WHAT YOU NEED TO DO. Write out the listing below in full and exactly, leaving out every picture.

RECORDS FOR PROCESSING.
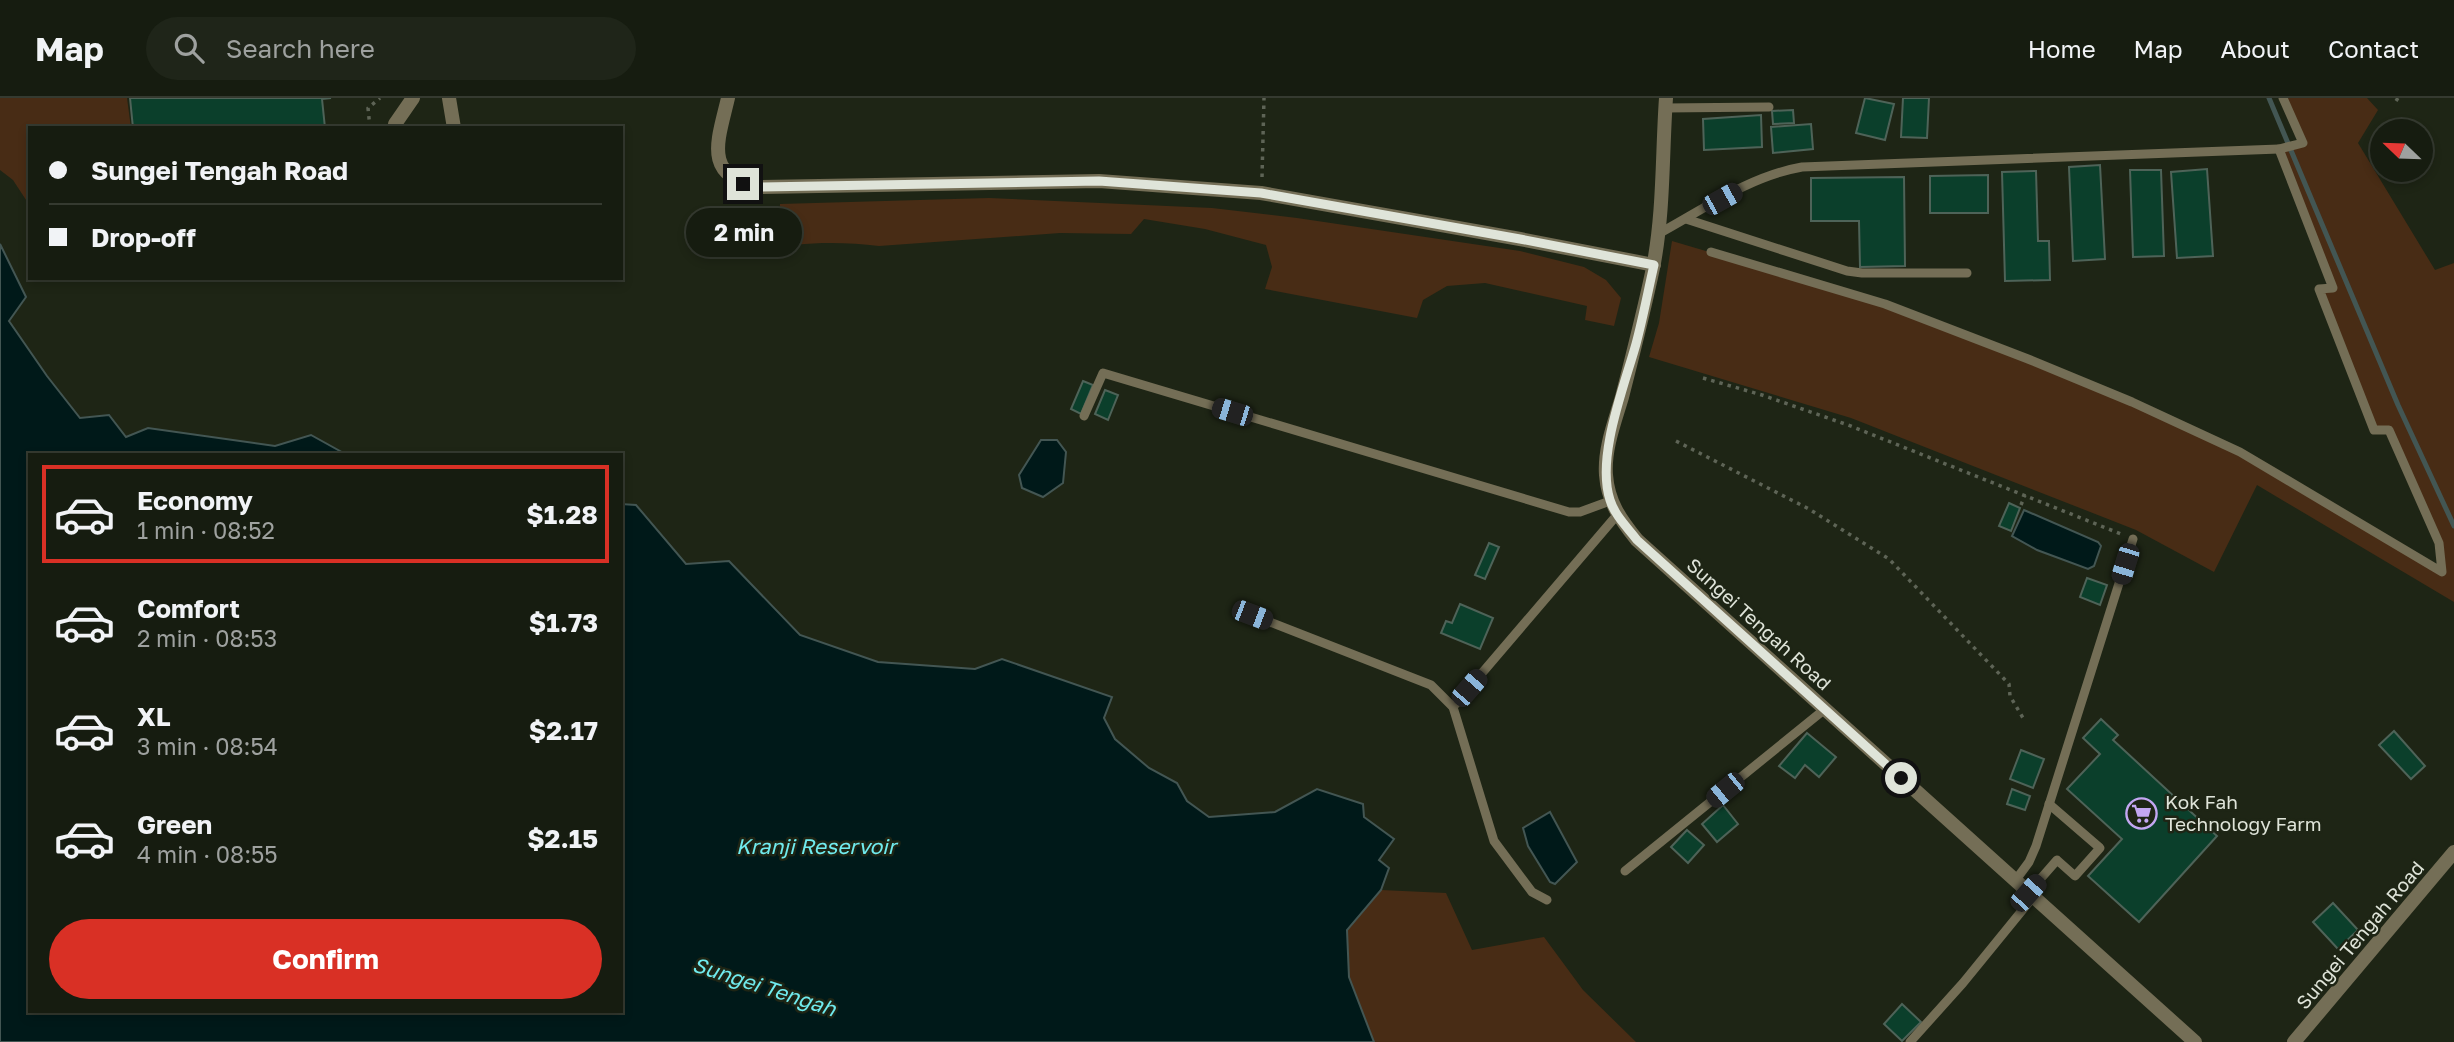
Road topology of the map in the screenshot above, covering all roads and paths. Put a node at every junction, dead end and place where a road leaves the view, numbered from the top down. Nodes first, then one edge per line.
1 (380, 98) edge
2 (413, 98) edge
3 (449, 98) edge
4 (728, 98) edge
5 (1264, 98) edge
6 (2283, 98) edge
7 (1666, 103) edge
8 (1697, 103) edge
9 (1769, 107) dead end
10 (370, 126) edge
11 (395, 126) edge
12 (454, 126) edge
13 (2279, 149) junction
14 (1261, 193) junction
15 (1686, 219) junction
16 (1658, 234) junction
17 (1711, 252) dead end
18 (1654, 265) junction
19 (1967, 273) dead end
20 (1703, 379) dead end
21 (1084, 416) dead end
22 (1676, 441) dead end
23 (2025, 495) junction
24 (1610, 501) junction
25 (2021, 505) dead end
26 (1617, 515) junction
27 (2133, 539) joint
28 (1252, 615) dead end
29 (1453, 707) junction
30 (1825, 709) junction
31 (2023, 718) dead end
32 (2049, 803) junction
33 (2454, 852) edge
34 (1625, 871) dead end
35 (2015, 881) junction
36 (2031, 895) junction
37 (1547, 900) dead end
38 (1910, 1042) edge
39 (2195, 1042) edge
40 (2294, 1042) edge

1 - 10 path
2 - 11 street
3 - 12 street
4 - 14 street
5 - 14 path
6 - 13 lane
7 - 8 lane
7 - 16 street, Sungei Tengah Road
8 - 9 lane
13 - 15 lane
13 - 17 lane
14 - 18 street
15 - 16 lane
15 - 19 lane
16 - 18 street, Sungei Tengah Road
18 - 24 street, Sungei Tengah Road
20 - 23 path
21 - 24 lane
22 - 31 path
23 - 25 path
23 - 27 path
24 - 26 street, Sungei Tengah Road
26 - 29 lane
26 - 30 street, Sungei Tengah Road
27 - 32 lane
28 - 29 lane
29 - 37 lane
30 - 34 lane
30 - 35 street, Sungei Tengah Road
32 - 35 lane
32 - 36 lane
33 - 40 street, Sungei Tengah Road
35 - 36 street, Sungei Tengah Road
36 - 38 lane
36 - 39 street, Sungei Tengah Road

ANSWER TO THIS TASK.
Road topology of the map in the screenshot above, covering all roads and paths. Put a node at every junction, dead end and place where a road leaves the view, numbered from the top down. Nodes first, then one edge per line.
1 (380, 98) edge
2 (413, 98) edge
3 (449, 98) edge
4 (728, 98) edge
5 (1264, 98) edge
6 (2283, 98) edge
7 (1666, 103) edge
8 (1697, 103) edge
9 (1769, 107) dead end
10 (370, 126) edge
11 (395, 126) edge
12 (454, 126) edge
13 (2279, 149) junction
14 (1261, 193) junction
15 (1686, 219) junction
16 (1658, 234) junction
17 (1711, 252) dead end
18 (1654, 265) junction
19 (1967, 273) dead end
20 (1703, 379) dead end
21 (1084, 416) dead end
22 (1676, 441) dead end
23 (2025, 495) junction
24 (1610, 501) junction
25 (2021, 505) dead end
26 (1617, 515) junction
27 (2133, 539) joint
28 (1252, 615) dead end
29 (1453, 707) junction
30 (1825, 709) junction
31 (2023, 718) dead end
32 (2049, 803) junction
33 (2454, 852) edge
34 (1625, 871) dead end
35 (2015, 881) junction
36 (2031, 895) junction
37 (1547, 900) dead end
38 (1910, 1042) edge
39 (2195, 1042) edge
40 (2294, 1042) edge

1 - 10 path
2 - 11 street
3 - 12 street
4 - 14 street
5 - 14 path
6 - 13 lane
7 - 8 lane
7 - 16 street, Sungei Tengah Road
8 - 9 lane
13 - 15 lane
13 - 17 lane
14 - 18 street
15 - 16 lane
15 - 19 lane
16 - 18 street, Sungei Tengah Road
18 - 24 street, Sungei Tengah Road
20 - 23 path
21 - 24 lane
22 - 31 path
23 - 25 path
23 - 27 path
24 - 26 street, Sungei Tengah Road
26 - 29 lane
26 - 30 street, Sungei Tengah Road
27 - 32 lane
28 - 29 lane
29 - 37 lane
30 - 34 lane
30 - 35 street, Sungei Tengah Road
32 - 35 lane
32 - 36 lane
33 - 40 street, Sungei Tengah Road
35 - 36 street, Sungei Tengah Road
36 - 38 lane
36 - 39 street, Sungei Tengah Road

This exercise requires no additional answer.